Allen's voice became synonymous with British alternative comedy in the 1990's after his recurring role as the Announcer for shows written by and starring Vic Reeves and Bob Mortimer, including Vic Reeves Big Night Out, The Smell of Reeves and Mortimer and Bang, Bang, It's Reeves and Mortimer.

In 2005, Allen became the voice of the British television channel E4, providing voiceovers for many of its idents and promotions.

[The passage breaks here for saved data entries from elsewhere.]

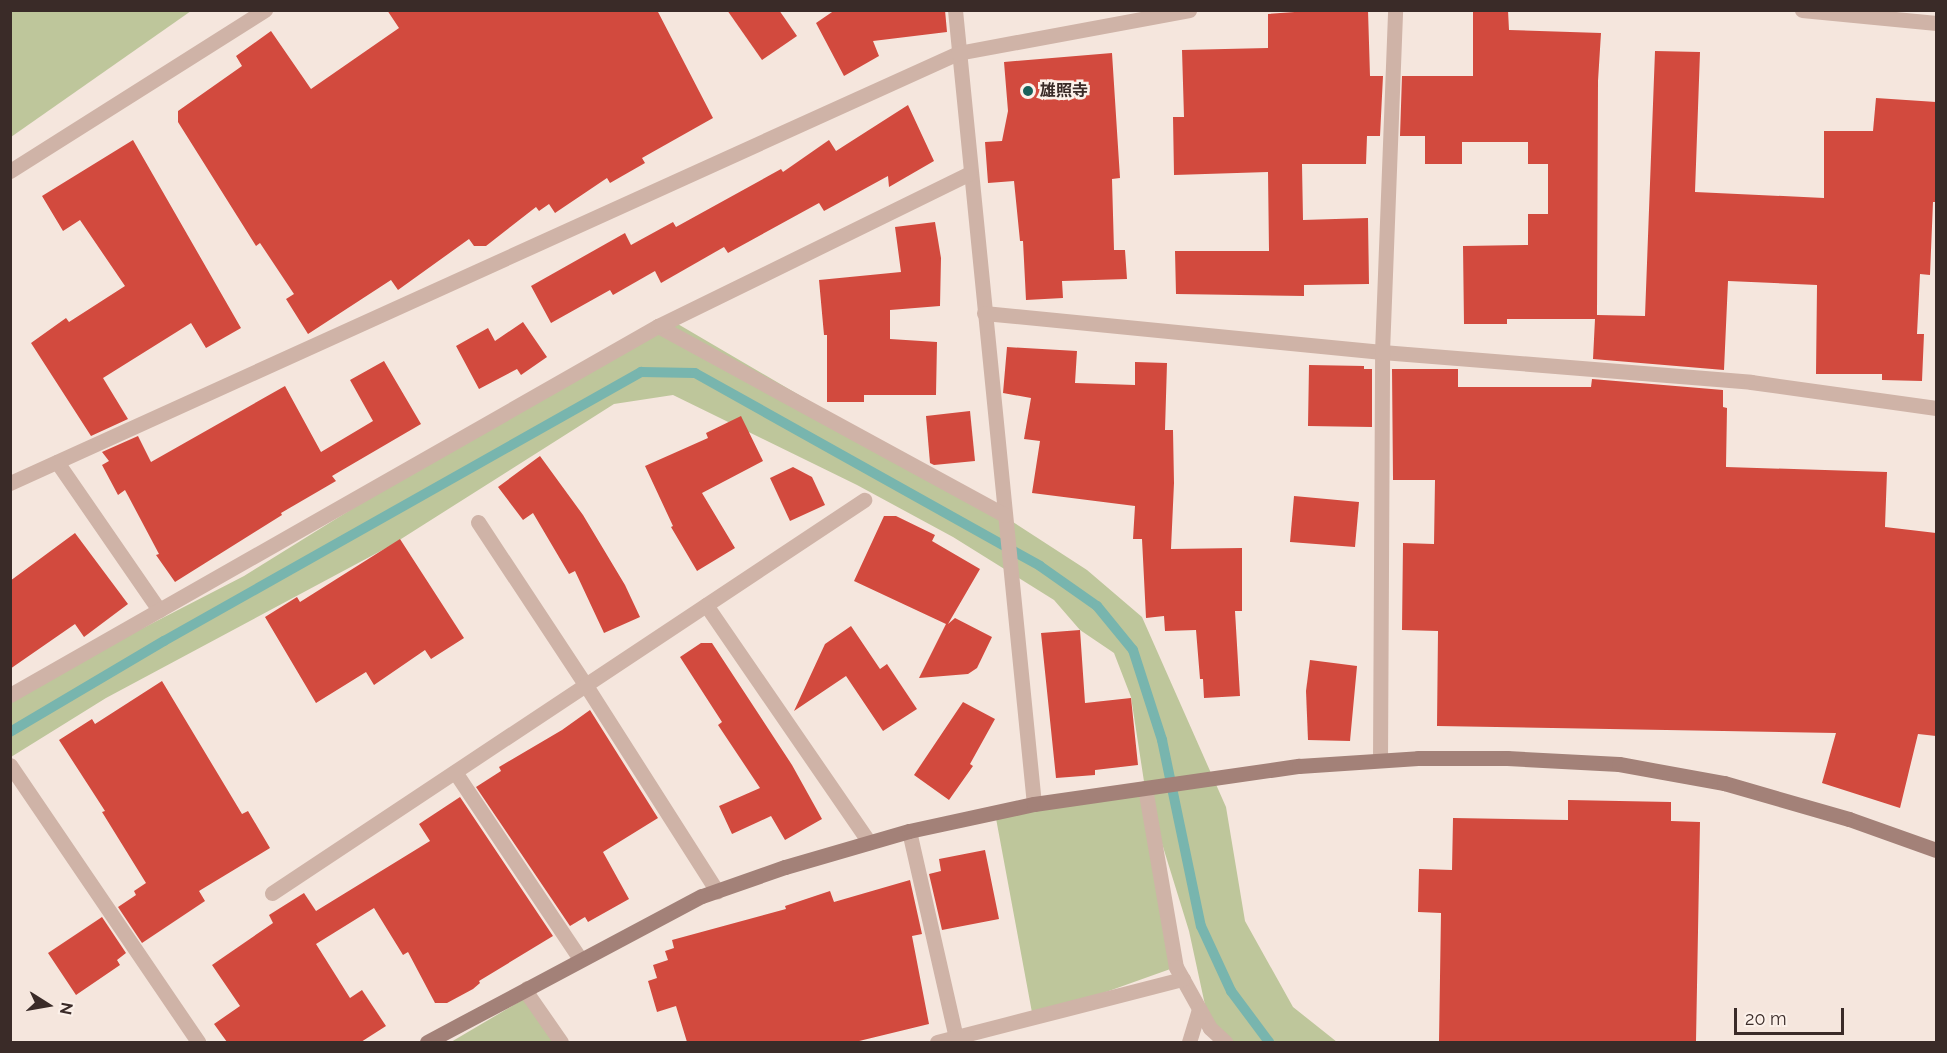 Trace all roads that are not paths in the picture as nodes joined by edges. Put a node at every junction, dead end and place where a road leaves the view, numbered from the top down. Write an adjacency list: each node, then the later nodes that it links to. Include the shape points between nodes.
1 (266, 10): 8 (street)
2 (955, 10): 7 (street)
3 (1189, 10): 7 (street)
4 (1395, 10): 12 (street)
5 (1802, 10): 6 (street)
6 (1936, 23)
7 (958, 52): 9 (street); 14 (street)
8 (10, 171)
9 (970, 173): 10 (street); 11 (street)
10 (984, 312): 12 (street); 17 (street)
11 (658, 326): 17 (street); 20 (street)
12 (1382, 352): 13 (street, via 1751,382); 23 (street)
13 (1936, 408)
14 (57, 462): 15 (street); 20 (street)
15 (10, 483)
16 (864, 500): 19 (street)
17 (1005, 515): 27 (street)
18 (478, 522): 21 (street)
19 (706, 605): 21 (street); 29 (street)
20 (159, 610): 22 (street)
21 (585, 684): 25 (street); 31 (street)
22 (10, 695)
23 (1380, 760): 26 (street, via 1299,766); 30 (street, via 1507,758 1619,765 1724,783 1849,819)
24 (10, 765): 38 (street)
25 (455, 772): 32 (street); 33 (street)
26 (1145, 788): 27 (street); 34 (street, via 1176,967)
27 (1034, 804): 28 (street)
28 (909, 831): 29 (street); 37 (street)
29 (868, 842): 31 (street)
30 (1936, 850)
31 (717, 891): 33 (street)
32 (272, 893)
33 (580, 959): 35 (street)
34 (1183, 979): 36 (street); 37 (street)
35 (527, 988): 39 (street); 40 (street)
36 (1199, 1010): 42 (street); 43 (street)
37 (957, 1040): 41 (street)
38 (198, 1042)
39 (427, 1042)
40 (561, 1042)
41 (937, 1042)
42 (1189, 1042)
43 (1225, 1042) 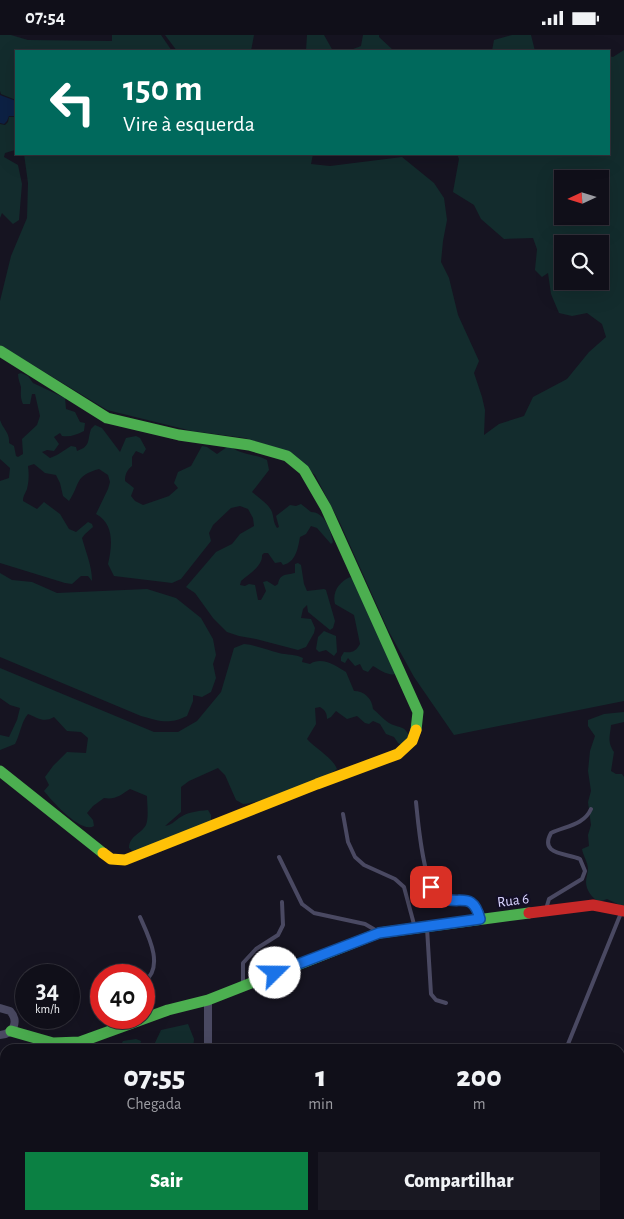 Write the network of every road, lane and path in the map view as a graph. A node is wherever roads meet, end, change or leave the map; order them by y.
1 (0, 351) edge
2 (0, 771) edge
3 (416, 802) dead end
4 (591, 809) dead end
5 (343, 814) dead end
6 (279, 857) dead end
7 (282, 901) dead end
8 (546, 911) junction
9 (623, 911) edge
10 (140, 917) dead end
11 (480, 919) junction
12 (427, 926) junction
13 (415, 927) junction
14 (379, 933) junction
15 (153, 964) edge
16 (243, 985) junction
17 (208, 999) junction
18 (446, 1003) dead end
19 (0, 1008) edge
20 (155, 1013) edge
21 (104, 1029) edge
22 (12, 1031) junction
23 (0, 1035) edge
24 (208, 1044) edge
25 (568, 1044) edge

1 - 2 street
3 - 11 lane
4 - 8 lane
5 - 13 lane
6 - 14 lane
7 - 16 lane
8 - 9 street, Rua 6
8 - 11 street, Rua 6
9 - 25 lane
10 - 15 lane
11 - 12 street, Rua 6
12 - 13 street, Rua 6
12 - 18 lane
13 - 14 street, Rua 6
14 - 16 street, Rua 6
16 - 17 street, Rua 6
17 - 20 street, Rua 6
17 - 24 street
19 - 22 street
21 - 22 street, Rua 6
22 - 23 street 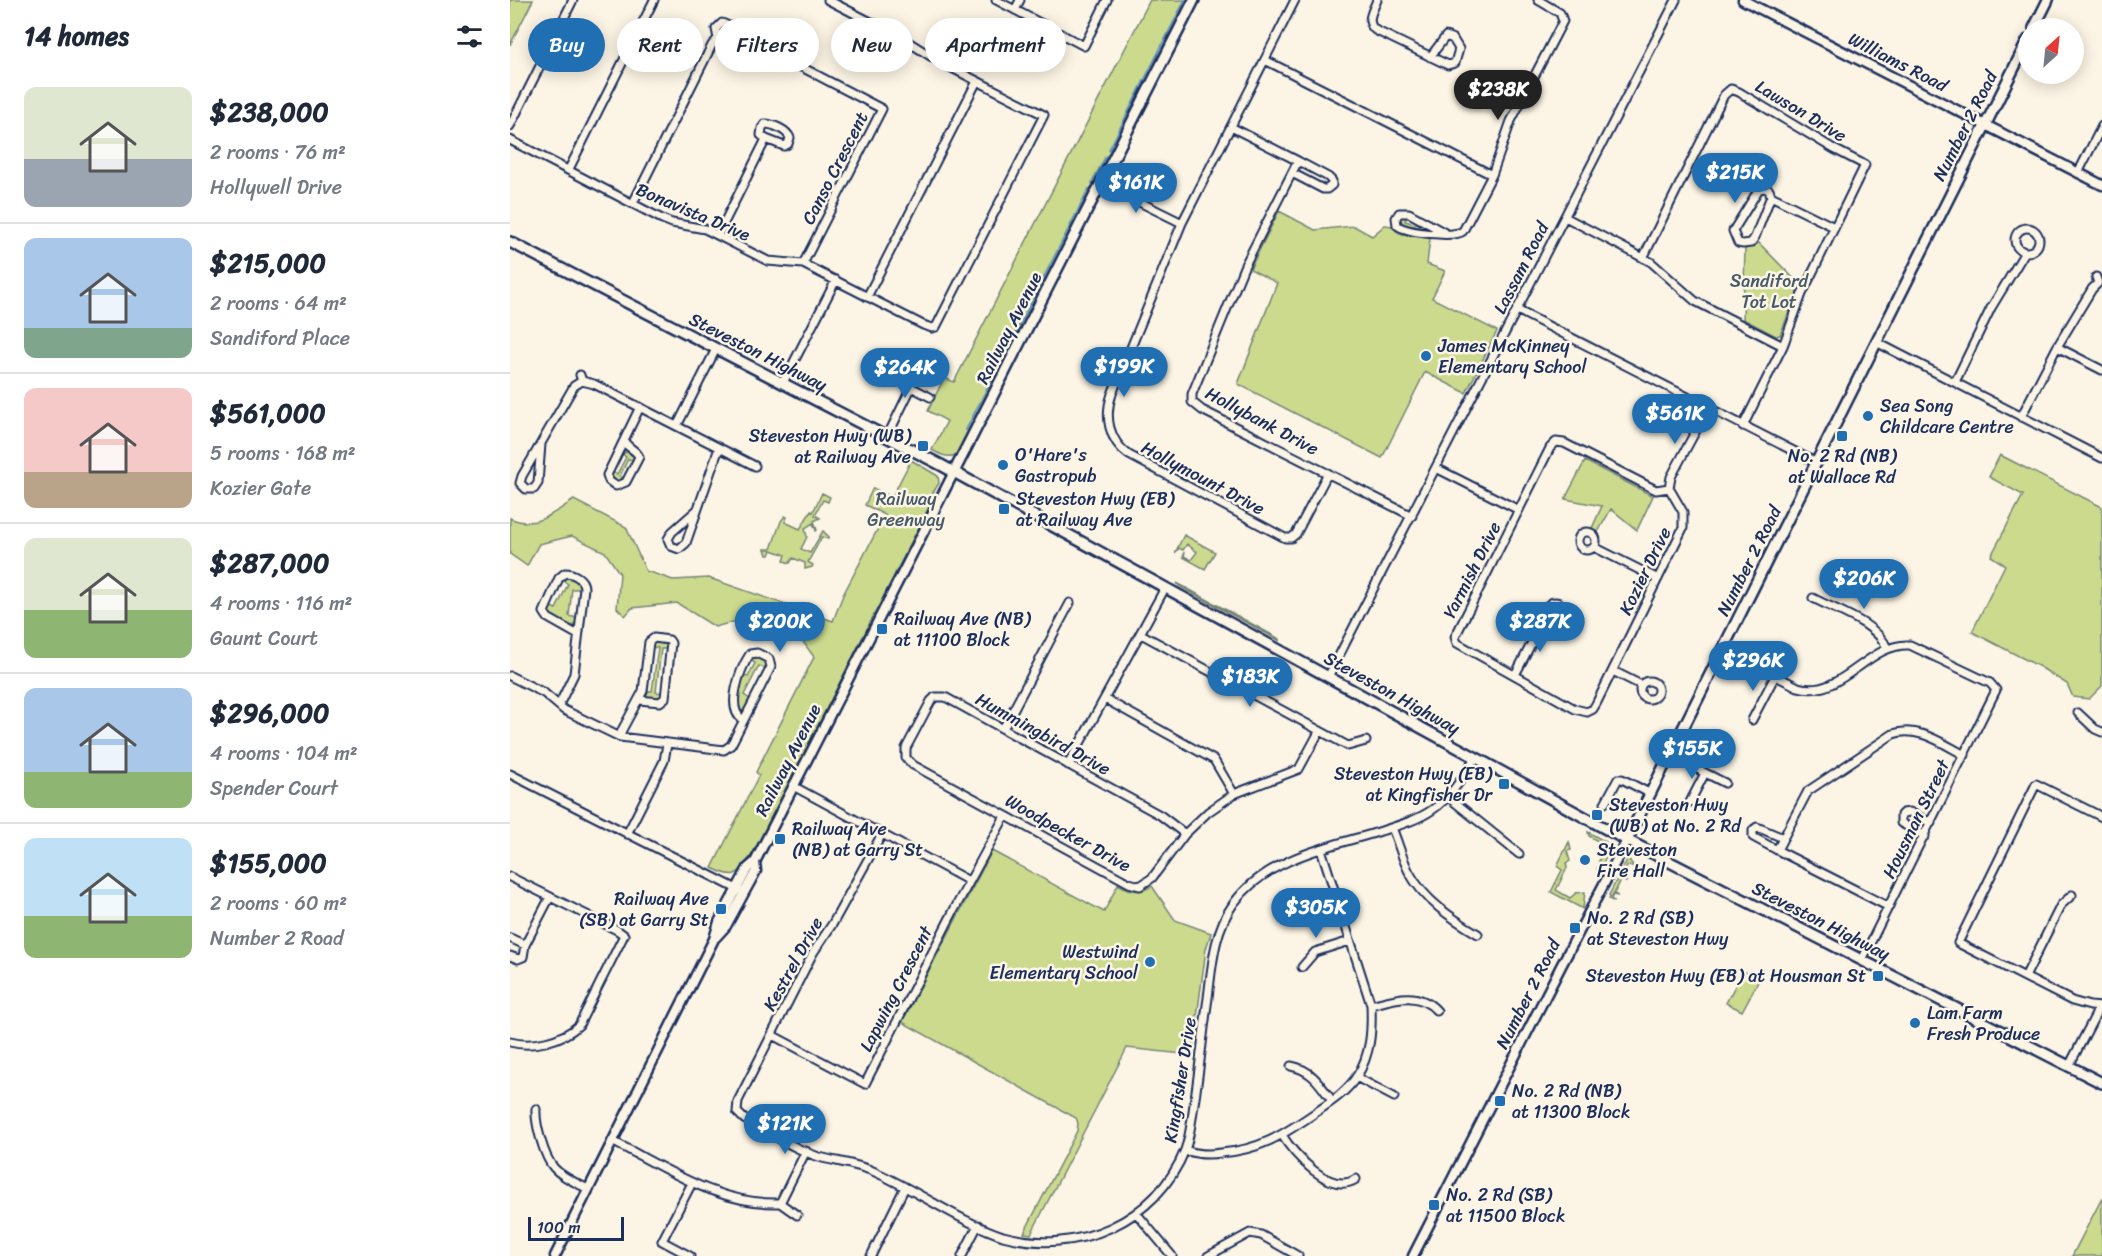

Allen was also the voice of the Christian O'Connell Breakfast Show on XFM, the late show on 103.2 Power FM, Hirsty's Daily Dose on Galaxy Yorkshire and briefly Virgin Radio.

==Personal life==
Allen married actress Sarah Lawson in 1960; the couple had two sons.

==Death==
Allen died on the morning of 28 July 2006, aged 79. He was survived by his wife (until her death on 18 August 2023) and their sons.

==Filmography==

- Blackbeard the Pirate (1952) – Undetermined Role (uncredited)
- Battle Circus (1953) – British Officer (uncredited)
- World for Ransom (1954) – Soldier (uncredited)
- Dial M for Murder (1954) – Detective Pearson
- Confession (1955) – Corey
- Cross Channel (1955) – Hugo Platt
- King's Rhapsody (1955) – Richard's Companion in Theatre Box (uncredited)
- 1984 (1956) – Inner Party Official
- Wicked as They Come (1956) – Willie
- The Baby and the Battleship (1956) – Mate (uncredited)
- The Adventures of Aggie (1956–57)
- High Tide at Noon (1957) – Charles MacKenzie
- The Long Haul (1957) – Joe Easy
- The Mark of the Hawk (1957) – Gregory
- High Hell (1958) – Luke Fulgham
- The Man Who Wouldn't Talk (1958) – Jim Kennedy
- Dunkirk (1958) – Sergeant on Parade Ground
- Tread Softly Stranger (1958) – Paddy Ryan
- I Was Monty's Double (1958) – Col. Mathers
- Jet Storm (1959) – Mulliner
- Never Take Sweets from a Stranger (1960) – Peter Carter
- The Sinister Man (1961) – Dr. Nelson Pollard
- The Traitors (1962) – John Lane
- Captain Clegg (1962) – Captain Collier
- Flight from Singapore (1962) – John Scott
- The Big Job (1965) – Narrator (voice, uncredited)
- The Night of the Generals (1967) – Colonel Mannheim
- The Viking Queen (1967) – Narrator (voice, uncredited)
- Night of the Big Heat (1967) – Jeff Callum
- Oedipus the King (1968) – Chorus Leader (voice, uncredited)
- The Devil Rides Out (1968) – Rex Van Ryn (voice, uncredited)
- Carry On Up the Khyber (1968) – Narrator (voice, uncredited)
- The Body Stealers (1969) – Bob Megan
- The Assassination Bureau (1969) – Narrator (voice, uncredited)
- The File of the Golden Goose (1969) – Narrator (voice, uncredited)
- When Dinosaurs Ruled the Earth (1970) – Kingsor / Narrator
- Puppet on a Chain (1971) – Inspector Van Gelder
- Persecution (1974) aka Sheba, The Graveyard, The Terror of Sheba – Robert Masters
- The Wilby Conspiracy (1975) – District Commissioner
- The Eagle Has Landed (1976) – Narrator (voice, uncredited)
- The Domino Principle (1977) – Narrator (voice, uncredited)
- The Wild Geese (1978) – Rushton
- Force 10 from Navarone (1978) – Narrator (voice, uncredited)
- Caligula (1979) – Macro (voice, uncredited)
- The Sea Wolves (1980) – Colin MacKenzie
- Who Dares Wins (1982) – Police Commissioner
- Jack the Ripper (TV Mini-Series) (1988) – Opening Narrator (voice, uncredited)
- Tugs (1989) – Captain Star/Narrator (voice, uncredited)
- Bullet to Beijing (1995) – Col. Wilson
- RPM (1998) – Millionaire
- Dangerville (2003) – Unknown role (voice)
- Days That Shook the World (2004) – Sir John French
- The Magic Roundabout (2005) – Skeletons (voice, uncredited) (final Film Role.)